Par ces pistes de réflexion, nous souhaitons, entre autres, affirmer notre autonomie et ouvrir la « boîte noire de la technologieii », c’est-à-dire refuser d’utiliser la numisphère sans en comprendre les moindres rouages, refuser toute tentative obscurantiste de mystifier, de « privatiser » telle ou telle autre machine aliénante (« privatiser » au sens d’aliéner au moyen de la propriété privée tout en faisant écho à la vie privée comme phénomène bourgeois). La machine aliénante, c’est aussi la « machine à croissance » qu’est la villeiii, justifiant une constante accélération (des données, entre autres choses), à laquelle sont liés notre conception même du temps (plus d’argent, plus de données : une augmentation de la consommation entraîne une diminution du temps libre) et l’appropriation de nouveaux territoires, le Landnahme, que ceux-ci soient cybernétiques ou « physiques »iv. On a même de moins en moins de temps pour la démocratie et les algorithmes, qui devaient nous simplifier la vie, servent plutôt l’État policierv.

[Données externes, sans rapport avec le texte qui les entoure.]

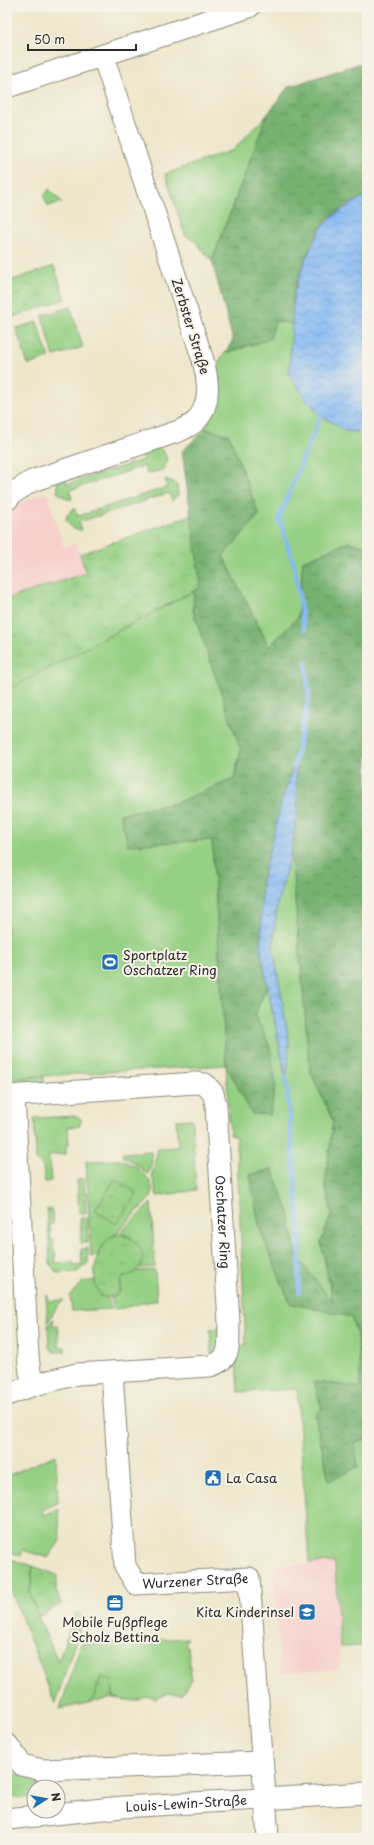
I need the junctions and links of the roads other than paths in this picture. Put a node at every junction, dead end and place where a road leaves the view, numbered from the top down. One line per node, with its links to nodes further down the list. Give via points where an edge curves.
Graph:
1 (249, 7): 2 (street)
2 (103, 56): 3 (street); 4 (street, Zerbster Straße, via 203,360 208,378 207,401 196,421 179,431 38,479 13,493)
3 (7, 87)
4 (7, 500)
5 (11, 1096): 6 (street, Oschatzer Ring, via 195,1083 205,1084 213,1093 222,1190 228,1350 224,1359 210,1366); 7 (street, Oschatzer Ring, via 28,1355)
6 (112, 1372): 7 (street, Oschatzer Ring, via 77,1374); 10 (street, Wurzener Straße, via 125,1566 136,1584 249,1578)
7 (34, 1384): 8 (street, Oschatzer Ring)
8 (7, 1395)
9 (7, 1744): 10 (street, via 22,1765 42,1770)
10 (261, 1762): 12 (street, Wurzener Straße)
11 (367, 1794): 12 (street, Louis-Lewin-Straße)
12 (264, 1799): 13 (street, Louis-Lewin-Straße, via 122,1807); 14 (street, Wurzener Straße)
13 (7, 1819)
14 (268, 1838)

Nos conclusions en ce qui concerne les totalitarismes de l’hypertexte ne signifient pas qu’il faille attendre la révolution passivement, avec trop peu d’espoir, se vautrant dans un profond cynisme. Peter Lamborn Wilson a fait état de la possibilité d’engendrer des zones autonomes temporaires qui défient le temps et l’espace pour vivre, ne serait-ce qu’un instant, comme si la révolution avait eu lieu, comme si les médias étaient déjà réellement indépendants. Voici ce qu’il en dit :

« Si l’histoire est temporalité, comme elle prétend l’être, alors le soulèvement est un moment qui jaillit hors du temps, qui viole la « loi » de l’histoire. Si l’État est histoire, comme il le prétend, alors l’insurrection est le moment interdit, un déni impardonnable de la dialectique, qui oscille le long d’un axe jusqu’à l’extérieur du trou fumant, une manœuvre de chaman exécuté d’un angle impossible de l’Univers. […] [La zone autonome temporaire] est comme un soulèvement qui n’est pas directement dirigé vers l’État, une opération de guérilla qui libère un espace (un territoire, un espace dans le temps, dans l’imagination) et se désintègre par la suite pour se matérialiser de nouveau en autre lieu et moment, avant que l’État ne puisse l’assujettir et l’écraservi. »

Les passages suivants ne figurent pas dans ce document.